**About this task**
Which lines in the records below contain the word "cairo"? Report each of them.

Data shown: Begin

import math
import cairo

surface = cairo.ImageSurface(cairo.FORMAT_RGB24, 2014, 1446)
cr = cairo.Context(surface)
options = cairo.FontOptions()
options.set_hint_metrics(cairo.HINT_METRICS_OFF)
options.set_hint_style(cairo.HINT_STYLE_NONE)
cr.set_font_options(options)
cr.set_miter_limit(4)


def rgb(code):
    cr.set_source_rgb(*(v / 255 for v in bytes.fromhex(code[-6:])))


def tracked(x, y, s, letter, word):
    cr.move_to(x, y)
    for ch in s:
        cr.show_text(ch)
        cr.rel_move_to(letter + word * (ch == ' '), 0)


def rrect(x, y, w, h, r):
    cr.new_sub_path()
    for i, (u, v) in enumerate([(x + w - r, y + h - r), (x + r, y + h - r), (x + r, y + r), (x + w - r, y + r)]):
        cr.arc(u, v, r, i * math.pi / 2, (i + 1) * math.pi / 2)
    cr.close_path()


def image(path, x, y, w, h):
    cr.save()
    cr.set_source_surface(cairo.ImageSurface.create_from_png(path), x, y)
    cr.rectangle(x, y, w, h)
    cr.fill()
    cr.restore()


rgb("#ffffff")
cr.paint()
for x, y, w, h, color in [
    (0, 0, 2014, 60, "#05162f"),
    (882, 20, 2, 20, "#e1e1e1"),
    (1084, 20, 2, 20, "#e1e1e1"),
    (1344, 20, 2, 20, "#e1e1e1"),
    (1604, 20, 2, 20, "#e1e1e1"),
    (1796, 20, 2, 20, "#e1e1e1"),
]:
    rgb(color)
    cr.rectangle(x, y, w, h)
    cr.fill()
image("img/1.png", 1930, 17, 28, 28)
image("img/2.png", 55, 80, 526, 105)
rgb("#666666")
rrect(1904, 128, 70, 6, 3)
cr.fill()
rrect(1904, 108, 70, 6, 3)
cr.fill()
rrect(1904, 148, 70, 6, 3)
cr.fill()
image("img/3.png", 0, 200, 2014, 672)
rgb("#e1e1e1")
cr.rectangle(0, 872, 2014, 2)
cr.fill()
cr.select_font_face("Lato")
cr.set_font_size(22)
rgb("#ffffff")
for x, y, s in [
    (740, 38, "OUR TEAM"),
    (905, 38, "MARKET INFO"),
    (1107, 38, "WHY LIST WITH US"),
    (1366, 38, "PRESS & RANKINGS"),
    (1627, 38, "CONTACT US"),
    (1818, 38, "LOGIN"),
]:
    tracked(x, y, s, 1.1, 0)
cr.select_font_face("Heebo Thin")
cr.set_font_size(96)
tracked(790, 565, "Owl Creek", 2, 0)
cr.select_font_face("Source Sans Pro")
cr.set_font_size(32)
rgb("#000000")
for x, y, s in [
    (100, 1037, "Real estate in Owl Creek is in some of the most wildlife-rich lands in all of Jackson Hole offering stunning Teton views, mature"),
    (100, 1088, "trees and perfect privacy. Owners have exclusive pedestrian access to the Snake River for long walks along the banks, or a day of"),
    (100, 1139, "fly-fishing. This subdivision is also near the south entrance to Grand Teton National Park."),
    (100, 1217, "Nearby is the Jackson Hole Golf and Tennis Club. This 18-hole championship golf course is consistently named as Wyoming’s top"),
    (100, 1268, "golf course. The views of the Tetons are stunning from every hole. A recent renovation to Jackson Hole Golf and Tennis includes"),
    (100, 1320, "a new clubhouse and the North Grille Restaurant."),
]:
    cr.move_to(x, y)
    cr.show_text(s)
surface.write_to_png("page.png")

Data shown: End
Data shown: Begin

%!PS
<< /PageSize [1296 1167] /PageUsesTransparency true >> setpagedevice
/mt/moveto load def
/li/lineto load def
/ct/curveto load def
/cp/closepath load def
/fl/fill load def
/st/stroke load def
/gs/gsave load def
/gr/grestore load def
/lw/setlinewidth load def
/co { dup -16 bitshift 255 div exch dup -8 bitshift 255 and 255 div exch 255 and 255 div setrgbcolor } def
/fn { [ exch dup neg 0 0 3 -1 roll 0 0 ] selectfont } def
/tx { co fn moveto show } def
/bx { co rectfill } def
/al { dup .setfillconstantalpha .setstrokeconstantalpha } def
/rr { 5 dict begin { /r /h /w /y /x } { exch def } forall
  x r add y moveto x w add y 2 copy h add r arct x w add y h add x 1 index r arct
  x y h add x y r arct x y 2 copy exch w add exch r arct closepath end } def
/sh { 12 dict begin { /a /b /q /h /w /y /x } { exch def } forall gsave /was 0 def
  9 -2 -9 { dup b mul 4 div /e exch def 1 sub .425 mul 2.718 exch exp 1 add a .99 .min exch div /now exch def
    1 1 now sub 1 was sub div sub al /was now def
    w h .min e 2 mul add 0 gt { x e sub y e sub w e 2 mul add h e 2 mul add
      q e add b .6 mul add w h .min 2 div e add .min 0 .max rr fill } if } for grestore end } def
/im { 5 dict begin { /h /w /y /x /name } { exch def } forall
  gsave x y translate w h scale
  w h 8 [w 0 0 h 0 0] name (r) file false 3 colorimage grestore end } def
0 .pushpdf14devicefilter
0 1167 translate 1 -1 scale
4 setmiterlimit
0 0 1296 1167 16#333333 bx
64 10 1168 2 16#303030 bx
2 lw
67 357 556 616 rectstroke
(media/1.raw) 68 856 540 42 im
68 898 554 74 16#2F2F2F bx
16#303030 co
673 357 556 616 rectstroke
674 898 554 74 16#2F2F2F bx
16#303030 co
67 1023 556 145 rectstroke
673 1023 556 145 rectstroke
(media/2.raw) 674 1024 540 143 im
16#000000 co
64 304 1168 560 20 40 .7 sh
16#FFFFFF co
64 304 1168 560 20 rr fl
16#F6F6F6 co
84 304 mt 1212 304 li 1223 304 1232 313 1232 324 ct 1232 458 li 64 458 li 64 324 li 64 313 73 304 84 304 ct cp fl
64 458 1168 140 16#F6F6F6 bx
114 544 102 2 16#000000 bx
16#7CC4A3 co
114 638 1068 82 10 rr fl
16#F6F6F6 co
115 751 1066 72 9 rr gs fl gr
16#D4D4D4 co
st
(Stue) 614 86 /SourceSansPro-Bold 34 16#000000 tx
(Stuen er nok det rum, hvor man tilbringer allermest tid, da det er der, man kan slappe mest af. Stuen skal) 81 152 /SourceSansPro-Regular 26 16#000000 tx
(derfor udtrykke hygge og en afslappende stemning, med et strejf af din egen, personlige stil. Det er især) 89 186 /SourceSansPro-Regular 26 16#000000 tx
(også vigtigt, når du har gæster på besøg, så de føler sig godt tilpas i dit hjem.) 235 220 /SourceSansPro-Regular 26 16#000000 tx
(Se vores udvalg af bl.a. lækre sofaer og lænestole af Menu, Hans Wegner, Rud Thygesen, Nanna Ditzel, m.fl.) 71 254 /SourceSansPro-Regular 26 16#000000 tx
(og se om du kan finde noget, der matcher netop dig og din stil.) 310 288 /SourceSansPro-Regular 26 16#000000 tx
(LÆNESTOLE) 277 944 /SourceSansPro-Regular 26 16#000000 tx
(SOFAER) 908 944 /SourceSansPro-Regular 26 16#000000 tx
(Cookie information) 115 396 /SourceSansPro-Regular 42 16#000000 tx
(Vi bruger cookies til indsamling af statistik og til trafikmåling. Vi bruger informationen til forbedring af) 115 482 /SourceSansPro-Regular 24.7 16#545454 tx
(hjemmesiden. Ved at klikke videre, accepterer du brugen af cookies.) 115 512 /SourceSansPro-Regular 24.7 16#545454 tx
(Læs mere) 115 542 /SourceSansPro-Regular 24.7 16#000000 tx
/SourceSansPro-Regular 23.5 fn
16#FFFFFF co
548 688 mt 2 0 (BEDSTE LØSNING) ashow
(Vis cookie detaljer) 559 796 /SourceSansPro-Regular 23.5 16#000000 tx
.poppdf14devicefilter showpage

Data shown: End
Data shown: Begin

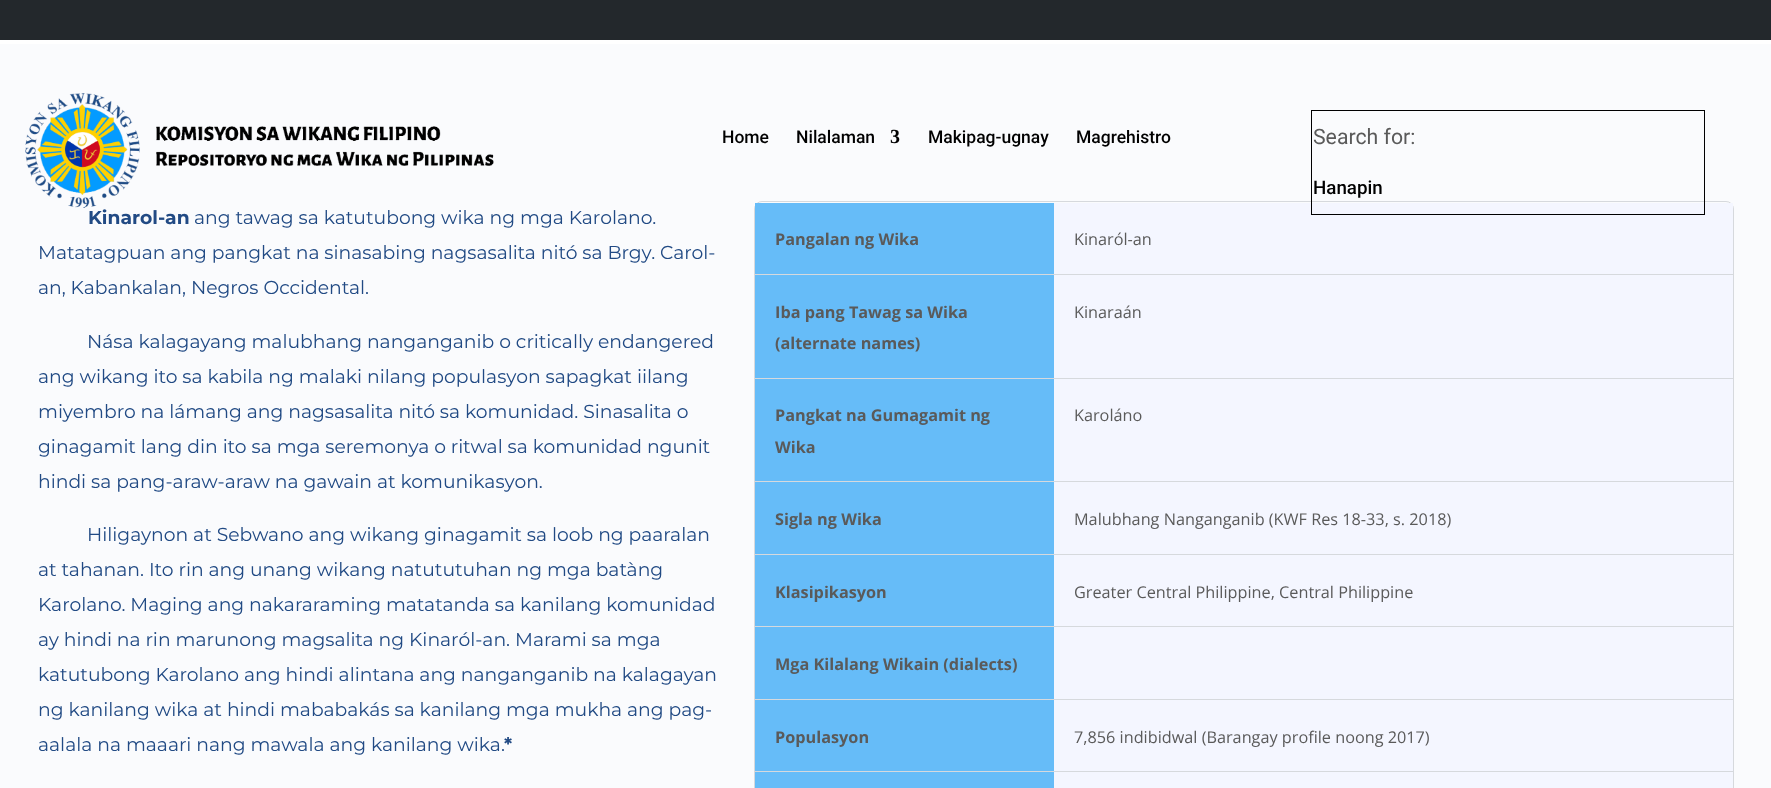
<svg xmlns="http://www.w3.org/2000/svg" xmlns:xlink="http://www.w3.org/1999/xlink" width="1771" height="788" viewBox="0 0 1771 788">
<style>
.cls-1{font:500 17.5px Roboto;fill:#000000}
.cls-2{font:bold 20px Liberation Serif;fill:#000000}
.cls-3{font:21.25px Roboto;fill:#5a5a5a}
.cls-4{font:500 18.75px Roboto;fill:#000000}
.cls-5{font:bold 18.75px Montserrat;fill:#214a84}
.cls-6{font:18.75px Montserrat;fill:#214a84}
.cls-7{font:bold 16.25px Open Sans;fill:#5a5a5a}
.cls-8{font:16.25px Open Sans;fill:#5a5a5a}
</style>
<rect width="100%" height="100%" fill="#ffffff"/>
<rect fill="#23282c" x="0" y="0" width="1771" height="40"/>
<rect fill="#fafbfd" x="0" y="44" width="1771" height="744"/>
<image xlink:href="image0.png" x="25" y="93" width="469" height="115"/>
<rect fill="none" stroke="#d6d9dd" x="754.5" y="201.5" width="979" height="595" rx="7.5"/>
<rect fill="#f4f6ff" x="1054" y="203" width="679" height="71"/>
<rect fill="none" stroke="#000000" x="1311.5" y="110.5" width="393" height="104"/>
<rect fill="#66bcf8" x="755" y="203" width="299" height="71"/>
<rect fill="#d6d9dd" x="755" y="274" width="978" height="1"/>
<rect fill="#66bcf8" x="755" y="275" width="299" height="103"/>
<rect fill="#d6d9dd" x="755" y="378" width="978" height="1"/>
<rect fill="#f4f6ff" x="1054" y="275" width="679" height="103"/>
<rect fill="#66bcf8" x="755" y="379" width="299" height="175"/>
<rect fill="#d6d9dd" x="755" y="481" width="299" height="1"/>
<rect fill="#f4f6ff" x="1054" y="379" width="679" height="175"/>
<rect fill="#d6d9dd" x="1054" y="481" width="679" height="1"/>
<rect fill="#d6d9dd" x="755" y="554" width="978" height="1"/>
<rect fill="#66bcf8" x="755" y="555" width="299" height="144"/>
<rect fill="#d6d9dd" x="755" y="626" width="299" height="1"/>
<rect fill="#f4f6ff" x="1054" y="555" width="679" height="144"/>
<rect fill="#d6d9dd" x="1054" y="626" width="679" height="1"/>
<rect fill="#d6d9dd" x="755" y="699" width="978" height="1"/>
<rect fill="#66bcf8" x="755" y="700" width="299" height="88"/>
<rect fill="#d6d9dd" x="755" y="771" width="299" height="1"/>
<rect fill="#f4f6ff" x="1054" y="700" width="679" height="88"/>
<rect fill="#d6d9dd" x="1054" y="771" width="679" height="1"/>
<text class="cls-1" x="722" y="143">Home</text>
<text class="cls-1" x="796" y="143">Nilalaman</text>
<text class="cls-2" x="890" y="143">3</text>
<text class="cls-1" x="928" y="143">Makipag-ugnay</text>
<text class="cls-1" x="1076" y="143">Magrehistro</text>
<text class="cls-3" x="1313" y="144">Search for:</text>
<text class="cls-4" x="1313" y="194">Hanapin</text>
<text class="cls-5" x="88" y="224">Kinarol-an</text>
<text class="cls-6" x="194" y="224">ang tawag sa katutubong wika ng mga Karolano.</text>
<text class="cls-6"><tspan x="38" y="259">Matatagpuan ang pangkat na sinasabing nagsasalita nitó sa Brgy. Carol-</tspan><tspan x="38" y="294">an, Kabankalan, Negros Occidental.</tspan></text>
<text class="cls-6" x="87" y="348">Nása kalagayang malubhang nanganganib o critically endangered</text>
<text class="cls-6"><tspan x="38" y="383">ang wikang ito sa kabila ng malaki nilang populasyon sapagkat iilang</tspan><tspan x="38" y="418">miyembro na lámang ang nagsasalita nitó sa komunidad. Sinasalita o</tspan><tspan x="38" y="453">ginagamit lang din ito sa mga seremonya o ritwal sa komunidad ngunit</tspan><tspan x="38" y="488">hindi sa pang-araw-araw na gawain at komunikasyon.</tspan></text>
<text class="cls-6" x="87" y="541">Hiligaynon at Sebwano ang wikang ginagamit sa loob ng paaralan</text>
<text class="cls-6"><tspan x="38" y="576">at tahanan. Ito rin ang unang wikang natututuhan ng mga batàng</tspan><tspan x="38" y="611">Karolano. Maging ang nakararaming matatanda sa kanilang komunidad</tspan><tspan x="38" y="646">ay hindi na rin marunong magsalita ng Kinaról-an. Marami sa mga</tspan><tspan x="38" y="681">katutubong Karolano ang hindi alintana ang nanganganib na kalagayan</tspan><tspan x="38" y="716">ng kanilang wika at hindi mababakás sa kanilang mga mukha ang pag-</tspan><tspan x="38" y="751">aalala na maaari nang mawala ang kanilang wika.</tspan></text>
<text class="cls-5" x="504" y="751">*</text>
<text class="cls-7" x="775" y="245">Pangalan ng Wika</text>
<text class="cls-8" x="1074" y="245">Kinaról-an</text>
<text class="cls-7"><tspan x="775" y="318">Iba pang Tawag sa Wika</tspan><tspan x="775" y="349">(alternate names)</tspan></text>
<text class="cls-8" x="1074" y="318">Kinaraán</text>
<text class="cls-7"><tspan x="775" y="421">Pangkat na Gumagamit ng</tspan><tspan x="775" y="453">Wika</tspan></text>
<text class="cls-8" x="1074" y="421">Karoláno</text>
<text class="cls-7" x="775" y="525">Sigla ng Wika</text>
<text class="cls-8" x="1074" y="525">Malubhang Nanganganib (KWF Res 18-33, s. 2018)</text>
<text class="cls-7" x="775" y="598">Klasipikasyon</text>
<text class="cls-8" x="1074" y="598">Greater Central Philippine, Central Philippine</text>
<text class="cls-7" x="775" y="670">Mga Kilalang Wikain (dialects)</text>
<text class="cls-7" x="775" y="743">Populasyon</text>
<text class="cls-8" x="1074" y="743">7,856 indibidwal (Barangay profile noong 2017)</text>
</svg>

Data shown: End

**Response to the exercise**
import cairo
surface = cairo.ImageSurface(cairo.FORMAT_RGB24, 2014, 1446)
cr = cairo.Context(surface)
options = cairo.FontOptions()
options.set_hint_metrics(cairo.HINT_METRICS_OFF)
options.set_hint_style(cairo.HINT_STYLE_NONE)
    cr.set_source_surface(cairo.ImageSurface.create_from_png(path), x, y)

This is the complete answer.